Y sin embargo, me encanta la música francesa, Albert Roussel ("El festín de la araña"), Debussy. Hay cosas que me gustan y, como dije, no menciono. No sé si cito a Marcel Schwob. Es uno de mis escritores preferidos. "El libro de Monelle" me parece más interesante que "Los alimentos terrestres" de Gide. Me paso leyendo los "Diarios" de Gide y no lo cito. Siempre me impresionó su sinceridad como religioso, como esposo, como homosexual. Otro autor que me fascina, pero a ése lo cito mucho, es Tolstoi.

En el diario usted habla de lo auténticamente argentino y dice que es el tango, el sainete, "Martín Fierro" y el "Facundo". Hoy, cincuenta años después, ¿qué agregaría?

Agregaría la obra de Marechal, la de Borges, la de Cortázar. Y ciertas obras de Mujica Láinez, como "La casa", que es una obra muy nacional.

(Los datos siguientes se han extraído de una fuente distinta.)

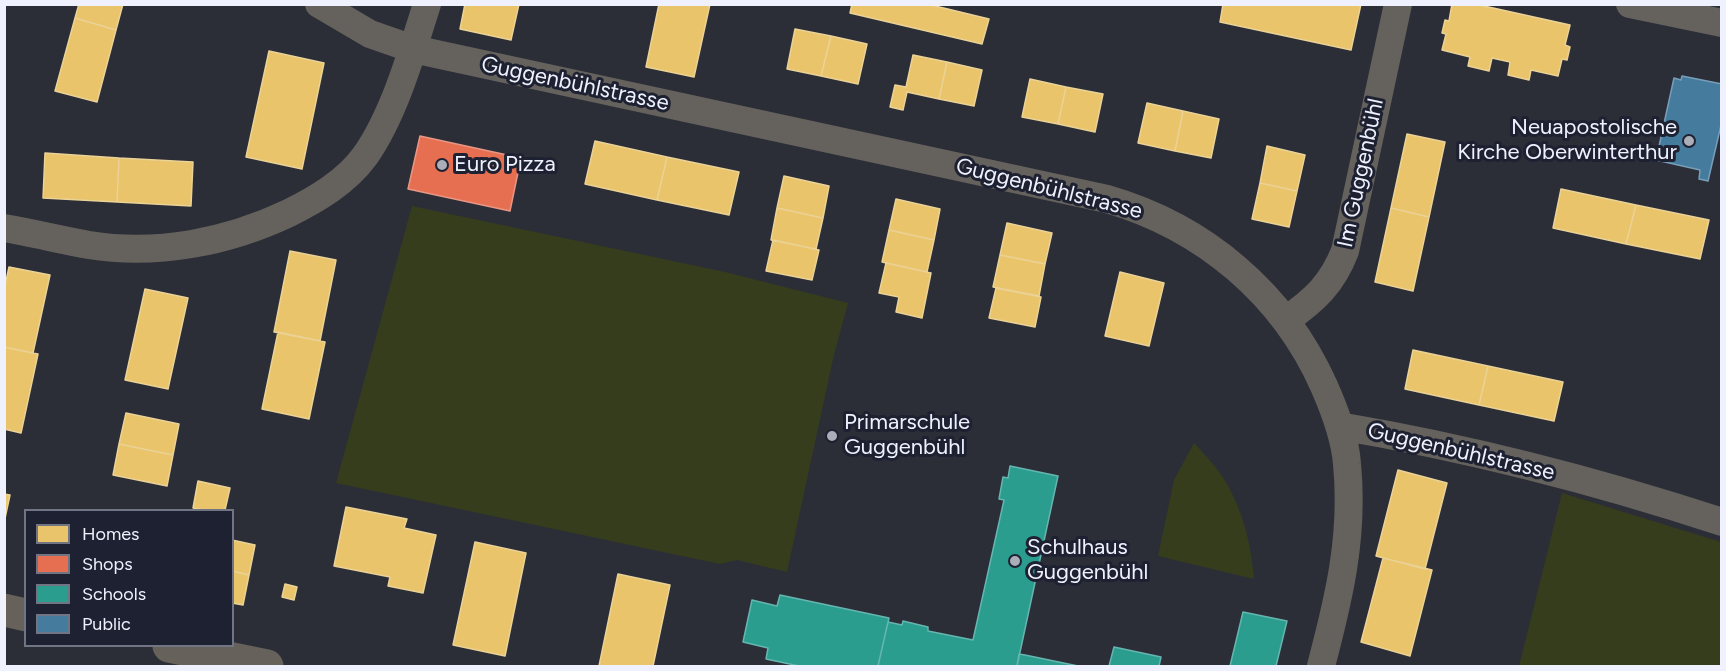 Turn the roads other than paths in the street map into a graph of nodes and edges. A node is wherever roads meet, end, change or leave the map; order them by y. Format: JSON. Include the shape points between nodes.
{"nodes":[{"id":1,"x":319,"y":4,"type":"edge"},
{"id":2,"x":427,"y":4,"type":"edge"},
{"id":3,"x":1398,"y":4,"type":"edge"},
{"id":4,"x":1630,"y":4,"type":"edge"},
{"id":5,"x":1722,"y":23,"type":"edge"},
{"id":6,"x":413,"y":49,"type":"junction"},
{"id":7,"x":4,"y":228,"type":"edge"},
{"id":8,"x":1286,"y":320,"type":"junction"},
{"id":9,"x":1339,"y":426,"type":"junction"},
{"id":10,"x":1722,"y":522,"type":"edge"},
{"id":11,"x":4,"y":610,"type":"edge"},
{"id":12,"x":24,"y":615,"type":"edge"},
{"id":13,"x":178,"y":647,"type":"edge"},
{"id":14,"x":267,"y":666,"type":"edge"},
{"id":15,"x":1321,"y":666,"type":"edge"}],
"edges":[{"from":1,"to":6,"type":"street","name":"Guggenbühlstrasse","via":[[370,34]]},
{"from":2,"to":6,"type":"street"},
{"from":3,"to":8,"type":"street","name":"Im Guggenbühl","via":[[1345,251],[1323,291]]},
{"from":4,"to":5,"type":"street"},
{"from":6,"to":7,"type":"street","via":[[379,132],[363,158],[320,196],[280,217],[224,237],[141,249],[91,245]]},
{"from":6,"to":8,"type":"street","name":"Guggenbühlstrasse","via":[[1127,205],[1211,247],[1260,289]]},
{"from":8,"to":9,"type":"street","name":"Guggenbühlstrasse","via":[[1321,379]]},
{"from":9,"to":10,"type":"street","name":"Guggenbühlstrasse","via":[[1605,485]]},
{"from":9,"to":15,"type":"street","via":[[1347,461],[1348,541],[1339,597]]},
{"from":11,"to":12,"type":"main road"},
{"from":13,"to":14,"type":"main road"}]} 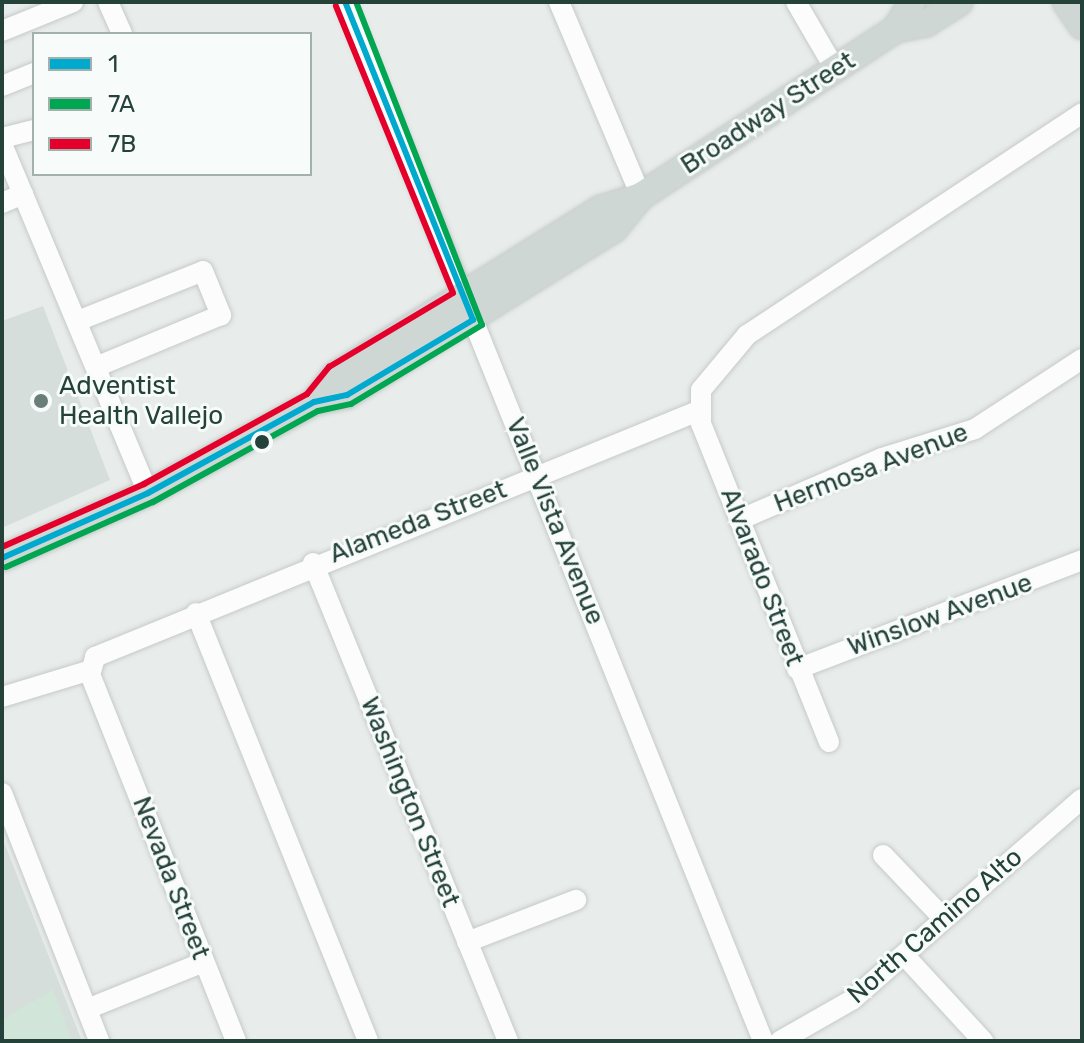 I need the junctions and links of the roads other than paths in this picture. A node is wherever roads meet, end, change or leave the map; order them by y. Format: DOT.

Expresa una manera de ser de una clase, explica la decadencia del patriciado como no lo hizo ningún escritor. En "La casa" hay un testimonio feroz de Mujica Láinez en contra de su propia clase. Bueno, eso es autenticidad.

Hablando de otros escritores, qué complicado su vínculo con Sabato.

Lo conocí a Ernesto cuando yo tenía veinticuatro años y él casi cincuenta. Era un hombre deslumbrante. Fue una relación muy linda, hasta el año '63 o '64. Ya en el año '66, cuando se estrenó "Israfel", yo estaba mucho más cerca de Marechal que de Ernesto. En realidad, duró seis años. Esta era mi verdadera relación con Sabato: estábamos peleados todo el año y en Navidad él me llamaba o yo lo llamaba a él o iba a la casa en Año Nuevo y para Reyes ya había empezado de vuelta la discordia. No se podía ser amigo de Sabato, aunque uno lo quisiera, porque siempre te ponía en las situaciones más incómodas.

Usted escribió que Marechal era el único autor que respetó humanamente, ¿por qué?

Porque nunca lo oí hablar mal de otro escritor. La única objeción que yo le vi hacer a él de Lugones por ejemplo, al que no quería mucho, fue una objeción de tipo ético. Recuerdo que dijo que no le gustaba de Lugones que apoyaba solamente a aquellos poetas que se parecían a él.

También escribió sobre autores más virulentos, como Viñas, que llegó a decir que usted era homosexual.

Suponiendo que eso fuera una ofensa para mí. Además, creo que cuando fui a casa de David Viñas, fui con Betina -mi novia de entonces-; lo hacía para molestarme.

No parece a la altura de un intelectual tan grande como fue Viñas.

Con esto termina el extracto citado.